DIRECTIONS FOR THIS TASK
Look through the data below and, wherever a line carries the word "nodes", please copy that line.

DATA IN THIS EXERCISE
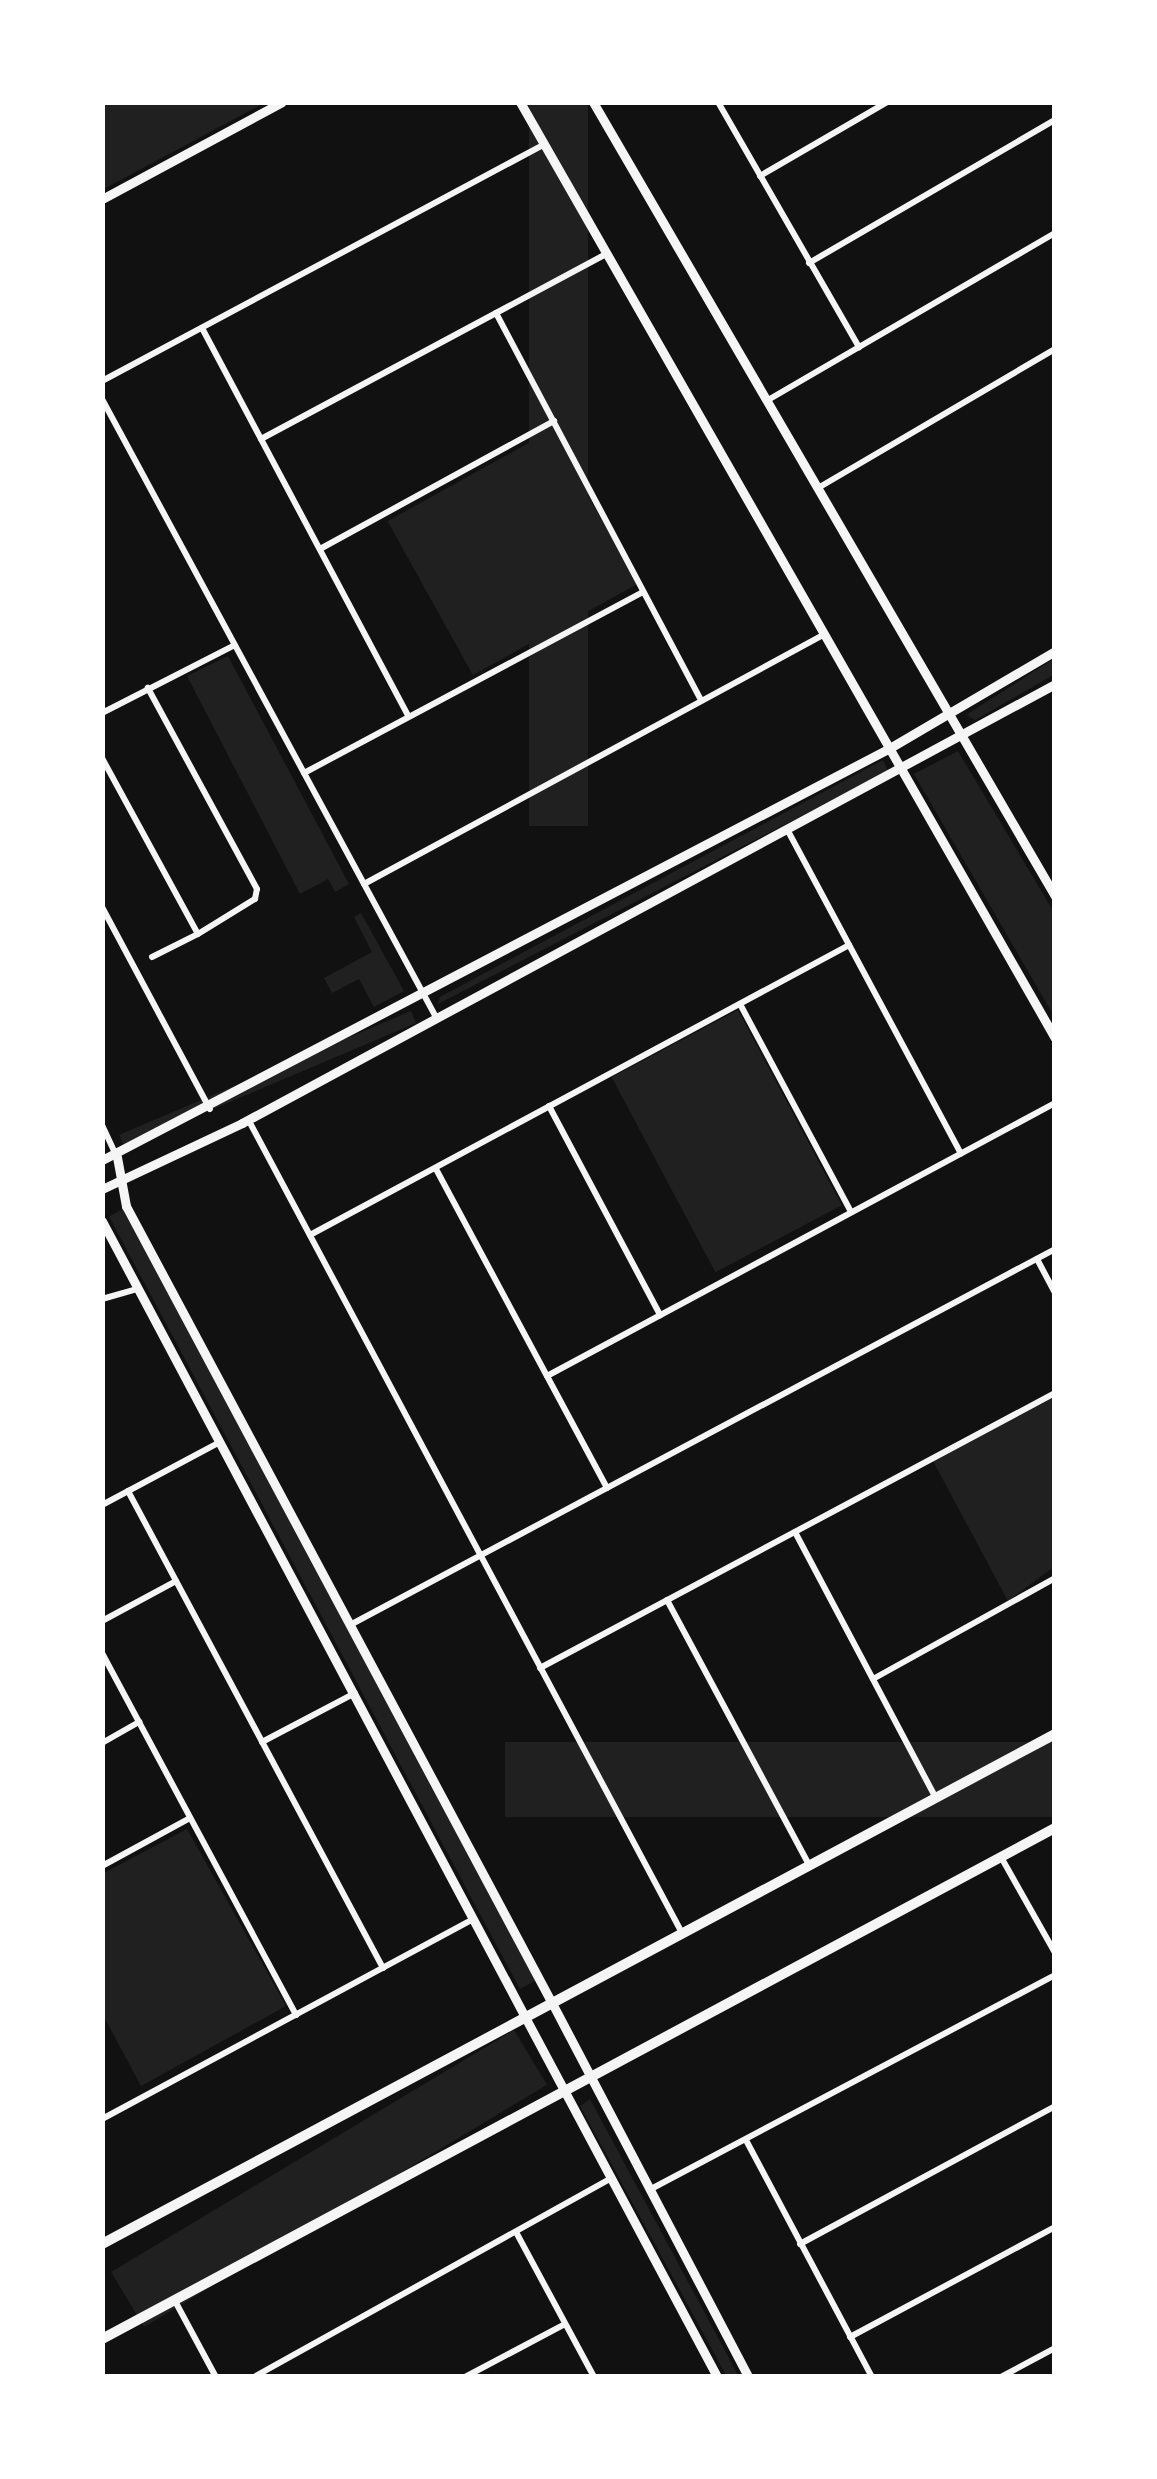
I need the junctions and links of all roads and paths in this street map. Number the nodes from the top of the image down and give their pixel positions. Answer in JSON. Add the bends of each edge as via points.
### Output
{"nodes":[{"id":1,"x":282,"y":102,"type":"edge"},
{"id":2,"x":520,"y":102,"type":"edge"},
{"id":3,"x":593,"y":102,"type":"edge"},
{"id":4,"x":718,"y":102,"type":"edge"},
{"id":5,"x":887,"y":102,"type":"edge"},
{"id":6,"x":1055,"y":120,"type":"edge"},
{"id":7,"x":544,"y":144,"type":"junction"},
{"id":8,"x":760,"y":176,"type":"junction"},
{"id":9,"x":102,"y":199,"type":"edge"},
{"id":10,"x":1055,"y":233,"type":"edge"},
{"id":11,"x":606,"y":254,"type":"junction"},
{"id":12,"x":809,"y":263,"type":"junction"},
{"id":13,"x":496,"y":313,"type":"junction"},
{"id":14,"x":202,"y":328,"type":"junction"},
{"id":15,"x":859,"y":347,"type":"junction"},
{"id":16,"x":1055,"y":349,"type":"edge"},
{"id":17,"x":102,"y":381,"type":"edge"},
{"id":18,"x":102,"y":399,"type":"edge"},
{"id":19,"x":766,"y":402,"type":"junction"},
{"id":20,"x":554,"y":422,"type":"junction"},
{"id":21,"x":261,"y":439,"type":"junction"},
{"id":22,"x":818,"y":488,"type":"junction"},
{"id":23,"x":320,"y":549,"type":"junction"},
{"id":24,"x":643,"y":592,"type":"junction"},
{"id":25,"x":826,"y":634,"type":"junction"},
{"id":26,"x":235,"y":645,"type":"junction"},
{"id":27,"x":1055,"y":651,"type":"edge"},
{"id":28,"x":1055,"y":684,"type":"edge"},
{"id":29,"x":148,"y":688,"type":"junction"},
{"id":30,"x":700,"y":699,"type":"junction"},
{"id":31,"x":102,"y":713,"type":"edge"},
{"id":32,"x":949,"y":714,"type":"junction"},
{"id":33,"x":408,"y":716,"type":"junction"},
{"id":34,"x":962,"y":736,"type":"junction"},
{"id":35,"x":888,"y":749,"type":"junction"},
{"id":36,"x":102,"y":758,"type":"edge"},
{"id":37,"x":899,"y":770,"type":"junction"},
{"id":38,"x":304,"y":772,"type":"junction"},
{"id":39,"x":788,"y":831,"type":"junction"},
{"id":40,"x":364,"y":884,"type":"junction"},
{"id":41,"x":1055,"y":896,"type":"edge"},
{"id":42,"x":102,"y":907,"type":"edge"},
{"id":43,"x":198,"y":934,"type":"junction"},
{"id":44,"x":849,"y":945,"type":"junction"},
{"id":45,"x":152,"y":957,"type":"dead end"},
{"id":46,"x":424,"y":995,"type":"junction"},
{"id":47,"x":740,"y":1004,"type":"junction"},
{"id":48,"x":436,"y":1019,"type":"junction"},
{"id":49,"x":1055,"y":1038,"type":"edge"},
{"id":50,"x":1055,"y":1102,"type":"edge"},
{"id":51,"x":549,"y":1106,"type":"junction"},
{"id":52,"x":210,"y":1109,"type":"junction"},
{"id":53,"x":248,"y":1120,"type":"junction"},
{"id":54,"x":102,"y":1125,"type":"edge"},
{"id":55,"x":961,"y":1154,"type":"junction"},
{"id":56,"x":116,"y":1156,"type":"junction"},
{"id":57,"x":102,"y":1160,"type":"edge"},
{"id":58,"x":436,"y":1168,"type":"junction"},
{"id":59,"x":124,"y":1184,"type":"junction"},
{"id":60,"x":102,"y":1189,"type":"edge"},
{"id":61,"x":851,"y":1212,"type":"junction"},
{"id":62,"x":102,"y":1221,"type":"edge"},
{"id":63,"x":310,"y":1235,"type":"junction"},
{"id":64,"x":1055,"y":1249,"type":"edge"},
{"id":65,"x":1037,"y":1258,"type":"junction"},
{"id":66,"x":138,"y":1289,"type":"junction"},
{"id":67,"x":1055,"y":1293,"type":"edge"},
{"id":68,"x":102,"y":1299,"type":"edge"},
{"id":69,"x":660,"y":1315,"type":"junction"},
{"id":70,"x":547,"y":1376,"type":"junction"},
{"id":71,"x":1055,"y":1394,"type":"edge"},
{"id":72,"x":221,"y":1442,"type":"junction"},
{"id":73,"x":607,"y":1488,"type":"junction"},
{"id":74,"x":128,"y":1491,"type":"junction"},
{"id":75,"x":102,"y":1505,"type":"edge"},
{"id":76,"x":794,"y":1532,"type":"junction"},
{"id":77,"x":481,"y":1556,"type":"junction"},
{"id":78,"x":1055,"y":1578,"type":"edge"},
{"id":79,"x":176,"y":1581,"type":"junction"},
{"id":80,"x":667,"y":1600,"type":"junction"},
{"id":81,"x":102,"y":1621,"type":"edge"},
{"id":82,"x":350,"y":1625,"type":"junction"},
{"id":83,"x":102,"y":1653,"type":"edge"},
{"id":84,"x":540,"y":1668,"type":"junction"},
{"id":85,"x":872,"y":1679,"type":"junction"},
{"id":86,"x":356,"y":1693,"type":"junction"},
{"id":87,"x":139,"y":1723,"type":"junction"},
{"id":88,"x":1055,"y":1734,"type":"edge"},
{"id":89,"x":102,"y":1742,"type":"edge"},
{"id":90,"x":262,"y":1742,"type":"junction"},
{"id":91,"x":936,"y":1798,"type":"junction"},
{"id":92,"x":190,"y":1818,"type":"junction"},
{"id":93,"x":1055,"y":1828,"type":"edge"},
{"id":94,"x":1000,"y":1857,"type":"junction"},
{"id":95,"x":809,"y":1865,"type":"junction"},
{"id":96,"x":102,"y":1866,"type":"edge"},
{"id":97,"x":474,"y":1919,"type":"junction"},
{"id":98,"x":682,"y":1933,"type":"junction"},
{"id":99,"x":1055,"y":1953,"type":"edge"},
{"id":100,"x":383,"y":1967,"type":"junction"},
{"id":101,"x":1055,"y":1975,"type":"edge"},
{"id":102,"x":552,"y":2003,"type":"junction"},
{"id":103,"x":296,"y":2015,"type":"junction"},
{"id":104,"x":525,"y":2017,"type":"junction"},
{"id":105,"x":587,"y":2075,"type":"junction"},
{"id":106,"x":563,"y":2089,"type":"junction"},
{"id":107,"x":1055,"y":2106,"type":"edge"},
{"id":108,"x":102,"y":2119,"type":"edge"},
{"id":109,"x":747,"y":2142,"type":"junction"},
{"id":110,"x":611,"y":2178,"type":"junction"},
{"id":111,"x":648,"y":2190,"type":"junction"},
{"id":112,"x":1055,"y":2227,"type":"edge"},
{"id":113,"x":515,"y":2231,"type":"junction"},
{"id":114,"x":102,"y":2244,"type":"edge"},
{"id":115,"x":800,"y":2244,"type":"junction"},
{"id":116,"x":174,"y":2299,"type":"junction"},
{"id":117,"x":565,"y":2324,"type":"junction"},
{"id":118,"x":850,"y":2337,"type":"junction"},
{"id":119,"x":102,"y":2339,"type":"edge"},
{"id":120,"x":1055,"y":2348,"type":"edge"},
{"id":121,"x":216,"y":2377,"type":"edge"},
{"id":122,"x":254,"y":2377,"type":"edge"},
{"id":123,"x":465,"y":2377,"type":"edge"},
{"id":124,"x":594,"y":2377,"type":"edge"},
{"id":125,"x":717,"y":2377,"type":"edge"},
{"id":126,"x":748,"y":2377,"type":"edge"},
{"id":127,"x":872,"y":2377,"type":"edge"},
{"id":128,"x":1000,"y":2377,"type":"edge"}],
"edges":[{"from":1,"to":9,"type":"street"},
{"from":2,"to":7,"type":"street"},
{"from":3,"to":19,"type":"street"},
{"from":4,"to":8,"type":"street"},
{"from":5,"to":8,"type":"street"},
{"from":6,"to":12,"type":"street"},
{"from":7,"to":11,"type":"street"},
{"from":7,"to":14,"type":"street"},
{"from":8,"to":12,"type":"street"},
{"from":10,"to":15,"type":"street"},
{"from":11,"to":13,"type":"street"},
{"from":11,"to":25,"type":"street"},
{"from":12,"to":15,"type":"street"},
{"from":13,"to":20,"type":"street"},
{"from":13,"to":21,"type":"street"},
{"from":14,"to":17,"type":"street"},
{"from":14,"to":21,"type":"street"},
{"from":15,"to":19,"type":"street"},
{"from":16,"to":22,"type":"street"},
{"from":18,"to":26,"type":"street"},
{"from":19,"to":22,"type":"street"},
{"from":20,"to":23,"type":"street"},
{"from":20,"to":24,"type":"street"},
{"from":21,"to":23,"type":"street"},
{"from":22,"to":32,"type":"street"},
{"from":23,"to":33,"type":"street"},
{"from":24,"to":30,"type":"street"},
{"from":24,"to":33,"type":"street"},
{"from":25,"to":30,"type":"street"},
{"from":25,"to":35,"type":"street"},
{"from":26,"to":29,"type":"street"},
{"from":26,"to":38,"type":"street"},
{"from":27,"to":32,"type":"street"},
{"from":28,"to":34,"type":"street"},
{"from":29,"to":31,"type":"street"},
{"from":29,"to":43,"type":"street","via":[[258,895]]},
{"from":30,"to":40,"type":"street"},
{"from":32,"to":34,"type":"street"},
{"from":32,"to":35,"type":"street"},
{"from":33,"to":38,"type":"street"},
{"from":34,"to":37,"type":"street"},
{"from":34,"to":41,"type":"street"},
{"from":35,"to":37,"type":"street"},
{"from":35,"to":46,"type":"street"},
{"from":36,"to":43,"type":"street"},
{"from":37,"to":39,"type":"street"},
{"from":37,"to":49,"type":"street"},
{"from":38,"to":40,"type":"street"},
{"from":39,"to":44,"type":"street"},
{"from":39,"to":48,"type":"street"},
{"from":40,"to":46,"type":"street"},
{"from":42,"to":52,"type":"street"},
{"from":43,"to":45,"type":"street"},
{"from":44,"to":47,"type":"street"},
{"from":44,"to":55,"type":"street"},
{"from":46,"to":48,"type":"street"},
{"from":46,"to":52,"type":"street"},
{"from":47,"to":51,"type":"street"},
{"from":47,"to":61,"type":"street"},
{"from":48,"to":53,"type":"street"},
{"from":50,"to":55,"type":"street"},
{"from":51,"to":58,"type":"street"},
{"from":51,"to":69,"type":"street"},
{"from":52,"to":56,"type":"street"},
{"from":53,"to":59,"type":"street"},
{"from":53,"to":63,"type":"street"},
{"from":54,"to":56,"type":"street"},
{"from":55,"to":61,"type":"street"},
{"from":56,"to":57,"type":"street"},
{"from":56,"to":59,"type":"street"},
{"from":58,"to":63,"type":"street"},
{"from":58,"to":70,"type":"street"},
{"from":59,"to":60,"type":"street"},
{"from":59,"to":82,"type":"street","via":[[126,1206]]},
{"from":61,"to":69,"type":"street"},
{"from":62,"to":66,"type":"street"},
{"from":63,"to":77,"type":"street"},
{"from":64,"to":65,"type":"street"},
{"from":65,"to":67,"type":"street"},
{"from":65,"to":73,"type":"street"},
{"from":66,"to":68,"type":"street"},
{"from":66,"to":72,"type":"street"},
{"from":69,"to":70,"type":"street"},
{"from":70,"to":73,"type":"street"},
{"from":71,"to":76,"type":"street"},
{"from":72,"to":74,"type":"street"},
{"from":72,"to":86,"type":"street"},
{"from":73,"to":77,"type":"street"},
{"from":74,"to":75,"type":"street"},
{"from":74,"to":79,"type":"street"},
{"from":76,"to":80,"type":"street"},
{"from":76,"to":85,"type":"street"},
{"from":77,"to":82,"type":"street"},
{"from":77,"to":84,"type":"street"},
{"from":78,"to":85,"type":"street"},
{"from":79,"to":81,"type":"street"},
{"from":79,"to":90,"type":"street"},
{"from":80,"to":84,"type":"street"},
{"from":80,"to":95,"type":"street"},
{"from":82,"to":102,"type":"street"},
{"from":83,"to":87,"type":"street"},
{"from":84,"to":98,"type":"street"},
{"from":85,"to":91,"type":"street"},
{"from":86,"to":90,"type":"street"},
{"from":86,"to":97,"type":"street"},
{"from":87,"to":89,"type":"street"},
{"from":87,"to":92,"type":"street"},
{"from":88,"to":91,"type":"main road"},
{"from":90,"to":100,"type":"street"},
{"from":91,"to":95,"type":"main road"},
{"from":92,"to":96,"type":"street"},
{"from":92,"to":103,"type":"street"},
{"from":93,"to":94,"type":"main road"},
{"from":94,"to":99,"type":"street"},
{"from":94,"to":105,"type":"main road"},
{"from":95,"to":98,"type":"main road"},
{"from":97,"to":100,"type":"street"},
{"from":97,"to":104,"type":"street"},
{"from":98,"to":102,"type":"main road"},
{"from":100,"to":103,"type":"street"},
{"from":101,"to":109,"type":"street"},
{"from":102,"to":104,"type":"main road"},
{"from":102,"to":105,"type":"street"},
{"from":103,"to":108,"type":"street"},
{"from":104,"to":106,"type":"street"},
{"from":104,"to":114,"type":"main road"},
{"from":105,"to":106,"type":"main road"},
{"from":105,"to":111,"type":"street"},
{"from":106,"to":110,"type":"street"},
{"from":106,"to":116,"type":"main road"},
{"from":107,"to":115,"type":"street"},
{"from":109,"to":111,"type":"street"},
{"from":109,"to":115,"type":"street"},
{"from":110,"to":113,"type":"street"},
{"from":110,"to":125,"type":"street"},
{"from":111,"to":126,"type":"street"},
{"from":112,"to":118,"type":"street"},
{"from":113,"to":117,"type":"street"},
{"from":113,"to":122,"type":"street"},
{"from":115,"to":118,"type":"street"},
{"from":116,"to":119,"type":"main road"},
{"from":116,"to":121,"type":"street"},
{"from":117,"to":123,"type":"street"},
{"from":117,"to":124,"type":"street"},
{"from":118,"to":127,"type":"street"},
{"from":120,"to":128,"type":"street"}]}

REPLY TO THE TASK
I need the junctions and links of all roads and paths in this street map. Number the nodes from the top of the image down and give their pixel positions. Answer in JSON. Add the bends of each edge as via points.
{"nodes":[{"id":1,"x":282,"y":102,"type":"edge"},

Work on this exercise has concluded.